Abstract

Scapular taping can offer clinical benefit to some patients with shoulder pain; however, the underlying mechanisms are unclear. Understanding these mechanisms may guide the development of treatment strategies for managing neuromusculoskeletal shoulder conditions. To examine the mechanisms underpinning the benefits of scapular taping. Descriptive laboratory study. University laboratory. A total of 15 individuals (8 men, 7 women; age = 31.0 ± 12.4 years, height = 170.9 ± 7.6 cm, mass = 73.8 ± 14.4 kg) with no history of shoulder pain. Scapular taping. Surface electromyography (EMG) was used to assess the (1) magnitude and onset of contraction of the upper trapezius (UT), lower trapezius (LT), and serratus anterior relative to the contraction of the middle deltoid during active shoulder flexion and abduction and (2) corticomotor excitability (amplitude of motor-evoked potentials from transcranial magnetic stimulation) of these muscles at rest and during isometric abduction. Active shoulder-flexion and shoulder-abduction range of motion were also evaluated.

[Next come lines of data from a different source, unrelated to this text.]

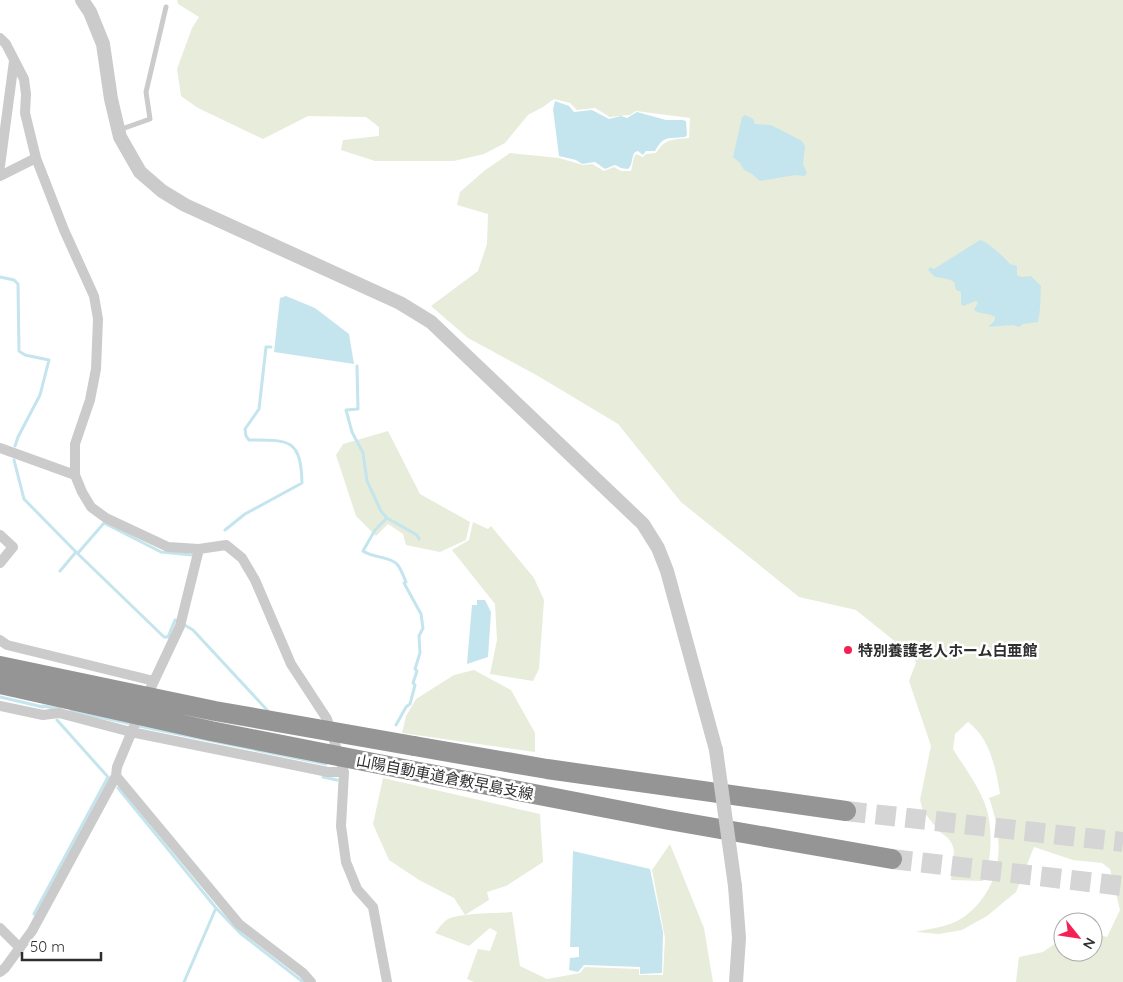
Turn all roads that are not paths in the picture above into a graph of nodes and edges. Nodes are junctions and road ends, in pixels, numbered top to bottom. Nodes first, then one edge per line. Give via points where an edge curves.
1 (82, 0) edge
2 (166, 7) dead end
3 (0, 38) edge
4 (14, 61) junction
5 (118, 130) junction
6 (36, 158) junction
7 (0, 166) edge
8 (0, 176) edge
9 (0, 448) edge
10 (75, 475) junction
11 (0, 534) edge
12 (199, 549) junction
13 (0, 563) edge
14 (0, 640) edge
15 (2, 671) edge
16 (154, 681) junction
17 (0, 706) edge
18 (131, 732) junction
19 (344, 772) junction
20 (116, 776) junction
21 (846, 811) tunnel mouth
22 (892, 859) tunnel mouth
23 (0, 928) edge
24 (20, 948) junction
25 (0, 972) edge
26 (311, 982) edge
27 (387, 982) edge
28 (736, 982) edge

1 - 5 street via 103,44
2 - 5 lane via 146,92 150,120
3 - 4 street
4 - 6 street via 24,78 25,113
4 - 7 street
5 - 28 street, bridge via 140,172 162,191 185,205 400,303 431,322 632,514 651,536 663,558 716,750 735,886 739,938
6 - 8 street
6 - 10 street via 94,296 98,319 96,369 90,400 75,444
9 - 10 street
10 - 12 street via 91,507 106,518 168,548
11 - 13 street via 13,546
12 - 16 street via 180,626
12 - 19 street via 226,545 242,558 255,580 291,664 327,719
14 - 16 street
15 - 21 highway, 山陽自動車道倉敷早島支線, bridge via 557,770
15 - 22 highway, 山陽自動車道倉敷早島支線, bridge via 211,730 668,820
16 - 18 street
17 - 18 street via 43,715 59,713
18 - 19 street via 328,772
18 - 20 street
19 - 27 street via 341,826 346,862 357,889 373,907
20 - 24 street
20 - 26 street via 240,924
23 - 24 street
24 - 25 street

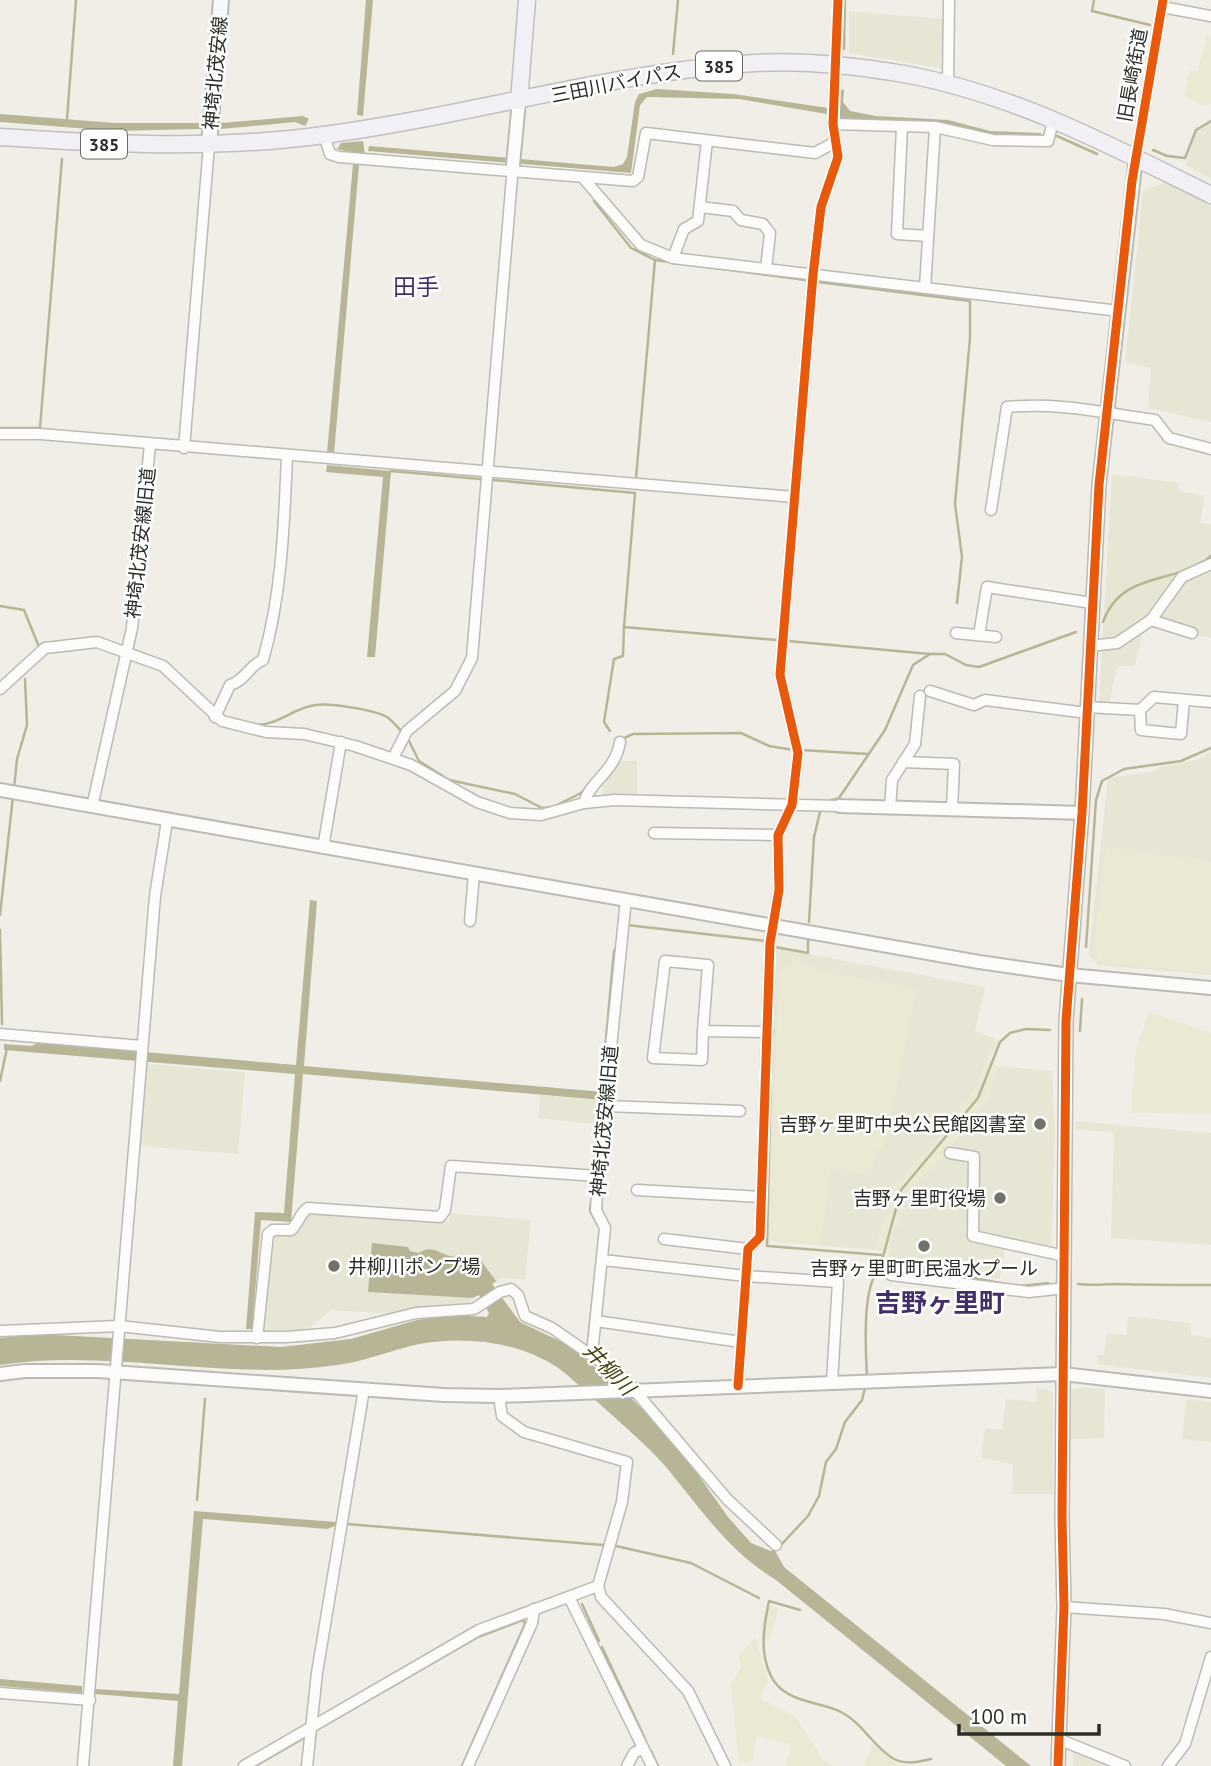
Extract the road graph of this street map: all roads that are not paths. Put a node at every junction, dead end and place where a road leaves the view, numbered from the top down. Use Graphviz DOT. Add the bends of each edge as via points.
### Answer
graph roads {
  1 [pos="221,0"];
  2 [pos="527,0"];
  3 [pos="838,0"];
  4 [pos="950,0"];
  5 [pos="1162,3"];
  6 [pos="1211,16"];
  7 [pos="836,66"];
  8 [pos="948,84"];
  9 [pos="519,101"];
  10 [pos="1054,118"];
  11 [pos="832,124"];
  12 [pos="902,127"];
  13 [pos="936,127"];
  14 [pos="324,135"];
  15 [pos="0,137"];
  16 [pos="707,141"];
  17 [pos="835,142"];
  18 [pos="209,145"];
  19 [pos="1136,157"];
  20 [pos="513,164"];
  21 [pos="584,179"];
  22 [pos="1211,195"];
  23 [pos="700,207"];
  24 [pos="928,236"];
  25 [pos="673,258"];
  26 [pos="766,269"];
  27 [pos="813,275"];
  28 [pos="925,288"];
  29 [pos="1119,312"];
  30 [pos="1107,410"];
  31 [pos="0,434"];
  32 [pos="150,444"];
  33 [pos="184,448"];
  34 [pos="1211,449"];
  35 [pos="287,456"];
  36 [pos="487,473"];
  37 [pos="794,498"];
  38 [pos="991,510"];
  39 [pos="1211,564"];
  40 [pos="1092,603"];
  41 [pos="1151,620"];
  42 [pos="956,633"];
  43 [pos="1192,633"];
  44 [pos="979,635"];
  45 [pos="996,637"];
  46 [pos="1090,646"];
  47 [pos="127,647"];
  48 [pos="0,689"];
  49 [pos="930,691"];
  50 [pos="919,696"];
  51 [pos="1184,699"];
  52 [pos="1211,702"];
  53 [pos="1087,710"];
  54 [pos="1140,710"];
  55 [pos="218,715"];
  56 [pos="341,742"];
  57 [pos="620,742"];
  58 [pos="393,758"];
  59 [pos="903,762"];
  60 [pos="0,790"];
  61 [pos="584,803"];
  62 [pos="792,805"];
  63 [pos="839,806"];
  64 [pos="92,807"];
  65 [pos="890,808"];
  66 [pos="953,809"];
  67 [pos="1082,813"];
  68 [pos="167,821"];
  69 [pos="654,833"];
  70 [pos="778,835"];
  71 [pos="323,848"];
  72 [pos="474,874"];
  73 [pos="626,899"];
  74 [pos="470,921"];
  75 [pos="773,925"];
  76 [pos="1069,975"];
  77 [pos="1211,988"];
  78 [pos="703,1031"];
  79 [pos="768,1032"];
  80 [pos="0,1034"];
  81 [pos="142,1053"];
  82 [pos="605,1106"];
  83 [pos="740,1111"];
  84 [pos="950,1153"];
  85 [pos="598,1176"];
  86 [pos="637,1190"];
  87 [pos="762,1197"];
  88 [pos="664,1239"];
  89 [pos="748,1249"];
  90 [pos="1065,1256"];
  91 [pos="603,1259"];
  92 [pos="891,1275"];
  93 [pos="746,1276"];
  94 [pos="1065,1288"];
  95 [pos="596,1321"];
  96 [pos="119,1329"];
  97 [pos="0,1331"];
  98 [pos="257,1338"];
  99 [pos="741,1342"];
  100 [pos="592,1354"];
  101 [pos="115,1370"];
  102 [pos="0,1374"];
  103 [pos="1063,1374"];
  104 [pos="832,1382"];
  105 [pos="738,1386"];
  106 [pos="364,1389"];
  107 [pos="630,1390"];
  108 [pos="1211,1391"];
  109 [pos="499,1396"];
  110 [pos="776,1545"];
  111 [pos="598,1586"];
  112 [pos="569,1597"];
  113 [pos="1064,1606"];
  114 [pos="534,1609"];
  115 [pos="1211,1623"];
  116 [pos="1211,1657"];
  117 [pos="0,1693"];
  118 [pos="90,1700"];
  119 [pos="311,1726"];
  120 [pos="1059,1739"];
  121 [pos="643,1748"];
  122 [pos="83,1766"];
  123 [pos="244,1766"];
  124 [pos="307,1766"];
  125 [pos="468,1766"];
  126 [pos="627,1766"];
  127 [pos="652,1766"];
  128 [pos="725,1766"];
  129 [pos="1058,1766"];
  130 [pos="1125,1766"];
  131 [pos="1168,1766"];
  1 -- 18 [label="main road, 神埼北茂安線"];
  2 -- 9 [label="highway"];
  3 -- 7 [label="street"];
  4 -- 8 [label="street"];
  5 -- 6 [label="street"];
  5 -- 19 [label="street, 旧長崎街道"];
  7 -- 8 [label="highway, 三田川バイパス / 385"];
  7 -- 9 [label="highway, 三田川バイパス / 385" via="759,62 684,69"];
  7 -- 11 [label="street"];
  8 -- 10 [label="highway, 三田川バイパス / 385"];
  9 -- 14 [label="highway, 三田川バイパス / 385"];
  9 -- 20 [label="street"];
  10 -- 13 [label="street" via="1048,141 993,140"];
  10 -- 19 [label="highway, 三田川バイパス / 385"];
  11 -- 12 [label="street"];
  11 -- 17 [label="street"];
  12 -- 13 [label="street"];
  12 -- 24 [label="street" via="897,234"];
  13 -- 24 [label="street"];
  14 -- 18 [label="highway, 三田川バイパス / 385"];
  14 -- 20 [label="street" via="330,154 339,158"];
  15 -- 18 [label="highway, 三田川バイパス / 385"];
  16 -- 17 [label="street" via="815,153"];
  16 -- 21 [label="street" via="646,133 638,177 633,181"];
  16 -- 23 [label="street"];
  17 -- 27 [label="street" via="837,166 821,207"];
  18 -- 33 [label="street"];
  19 -- 22 [label="highway, 三田川バイパス / 385"];
  19 -- 29 [label="street"];
  20 -- 21 [label="street"];
  20 -- 36 [label="street"];
  21 -- 25 [label="street" via="641,245"];
  23 -- 25 [label="street" via="698,221 684,229"];
  23 -- 26 [label="street" via="733,211 741,220 763,224 770,233"];
  24 -- 28 [label="street"];
  25 -- 26 [label="street"];
  26 -- 27 [label="street"];
  27 -- 28 [label="street"];
  27 -- 37 [label="street"];
  28 -- 29 [label="street"];
  29 -- 30 [label="street"];
  30 -- 34 [label="street" via="1155,420 1169,438"];
  30 -- 38 [label="street" via="1007,407"];
  30 -- 40 [label="street"];
  31 -- 32 [label="street"];
  32 -- 33 [label="street, 神埼北茂安線旧道"];
  32 -- 47 [label="street, 神埼北茂安線旧道"];
  33 -- 35 [label="street, 神埼北茂安線旧道"];
  35 -- 36 [label="street, 神埼北茂安線旧道"];
  35 -- 55 [label="street" via="274,621 263,660 254,663 241,682 230,685"];
  36 -- 37 [label="street, 神埼北茂安線旧道"];
  36 -- 58 [label="street" via="472,658 455,691 405,734"];
  37 -- 62 [label="street" via="780,675 798,750"];
  39 -- 41 [label="street" via="1182,577"];
  40 -- 44 [label="street" via="987,587"];
  40 -- 46 [label="street"];
  41 -- 43 [label="street"];
  41 -- 46 [label="street" via="1117,643"];
  42 -- 44 [label="street"];
  44 -- 45 [label="street"];
  46 -- 53 [label="street"];
  47 -- 48 [label="street" via="97,642 52,645"];
  47 -- 55 [label="street" via="163,666"];
  47 -- 64 [label="street, 神埼北茂安線旧道"];
  49 -- 53 [label="street" via="974,705 985,700"];
  50 -- 59 [label="street" via="915,744"];
  51 -- 52 [label="street"];
  51 -- 54 [label="street" via="1154,697"];
  51 -- 54 [label="street" via="1181,734 1141,730"];
  53 -- 54 [label="street"];
  53 -- 67 [label="street"];
  55 -- 56 [label="street" via="253,730"];
  56 -- 58 [label="street"];
  56 -- 71 [label="street"];
  57 -- 61 [label="street" via="608,771"];
  58 -- 61 [label="street" via="477,802 510,813 541,815"];
  59 -- 65 [label="street" via="892,780"];
  59 -- 66 [label="street" via="954,764"];
  60 -- 64 [label="street"];
  61 -- 62 [label="street"];
  62 -- 63 [label="street"];
  62 -- 70 [label="street"];
  63 -- 65 [label="street"];
  64 -- 68 [label="street"];
  65 -- 66 [label="street"];
  66 -- 67 [label="street"];
  67 -- 76 [label="street"];
  68 -- 71 [label="street"];
  68 -- 81 [label="street" via="155,896"];
  69 -- 70 [label="street"];
  70 -- 75 [label="street" via="779,890"];
  71 -- 72 [label="street"];
  72 -- 73 [label="street"];
  72 -- 74 [label="street"];
  73 -- 75 [label="street"];
  73 -- 82 [label="street, 神埼北茂安線旧道"];
  75 -- 76 [label="street"];
  75 -- 79 [label="street"];
  76 -- 77 [label="street"];
  76 -- 90 [label="street"];
  78 -- 78 [label="street" via="702,1060 653,1058 664,961 708,965"];
  78 -- 79 [label="street"];
  79 -- 87 [label="street"];
  80 -- 81 [label="street"];
  81 -- 96 [label="street"];
  82 -- 83 [label="street"];
  82 -- 85 [label="street, 神埼北茂安線旧道"];
  84 -- 90 [label="street" via="974,1157 973,1236"];
  85 -- 91 [label="street, 神埼北茂安線旧道" via="596,1210 605,1228"];
  85 -- 98 [label="street" via="451,1166 440,1217 308,1208 291,1230 268,1234"];
  86 -- 87 [label="street"];
  87 -- 89 [label="street" via="760,1237"];
  88 -- 89 [label="street"];
  89 -- 93 [label="street"];
  90 -- 94 [label="street"];
  91 -- 93 [label="street"];
  91 -- 95 [label="street, 神埼北茂安線旧道"];
  92 -- 94 [label="street" via="1029,1292"];
  93 -- 99 [label="street"];
  93 -- 104 [label="street" via="838,1282"];
  94 -- 103 [label="street"];
  95 -- 99 [label="street"];
  95 -- 100 [label="street, 神埼北茂安線旧道"];
  96 -- 97 [label="street"];
  96 -- 98 [label="street"];
  96 -- 101 [label="street"];
  98 -- 100 [label="street" via="335,1332 416,1312 474,1308 500,1292 515,1291 524,1316"];
  99 -- 105 [label="street"];
  100 -- 107 [label="street" via="624,1378"];
  101 -- 102 [label="street"];
  101 -- 106 [label="street"];
  101 -- 118 [label="street"];
  103 -- 104 [label="street"];
  103 -- 108 [label="street"];
  103 -- 113 [label="street"];
  104 -- 105 [label="street"];
  105 -- 107 [label="street"];
  106 -- 109 [label="street"];
  106 -- 119 [label="street"];
  107 -- 109 [label="street"];
  107 -- 110 [label="street" via="727,1499"];
  109 -- 111 [label="street" via="502,1416 524,1432 627,1462 622,1502"];
  111 -- 112 [label="street"];
  111 -- 128 [label="street" via="601,1597 688,1691"];
  112 -- 114 [label="street"];
  112 -- 121 [label="street"];
  113 -- 115 [label="street" via="1164,1614"];
  113 -- 120 [label="street"];
  114 -- 119 [label="street" via="479,1630"];
  114 -- 125 [label="street" via="532,1623"];
  116 -- 131 [label="street" via="1185,1744"];
  117 -- 118 [label="street"];
  118 -- 122 [label="street"];
  119 -- 123 [label="street"];
  119 -- 124 [label="street"];
  120 -- 129 [label="street"];
  120 -- 130 [label="street"];
  121 -- 126 [label="street"];
  121 -- 127 [label="street"];
}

All outcomes were measured before taping, immediately after taping, 24 hours after taping with the original tape on, and 24 hours after taping with the tape removed. Onset of contractions occurred earlier immediately after taping than before taping during abduction for the UT (34.18 ± 118.91 milliseconds and 93.95 ± 106.33 milliseconds, respectively, after middle deltoid contraction; P = .02) and during flexion for the LT (110.02 ± 109.83 milliseconds and 5.94 ± 92.35 milliseconds, respectively, before middle deltoid contraction; P = .06). These changes were not maintained 24 hours after taping. Mean motor-evoked potential onset of the middle deltoid was earlier at 24 hours after taping (tape on = 7.20 ± 4.33 milliseconds) than before taping (8.71 ± 5.24 milliseconds, P = .008). We observed no differences in peak root mean square EMG activity or corticomotor excitability of the scapular muscles among any time frames. Scapular taping was associated with the earlier onset of UT and LT contractions during shoulder abduction and flexion, respectively. Altered corticomotor excitability did not underpin earlier EMG onsets of activity after taping in this sample. Our findings suggested that the optimal time to engage in rehabilitative exercises to facilitate onset of trapezius contractions during shoulder movements may be immediately after tape application.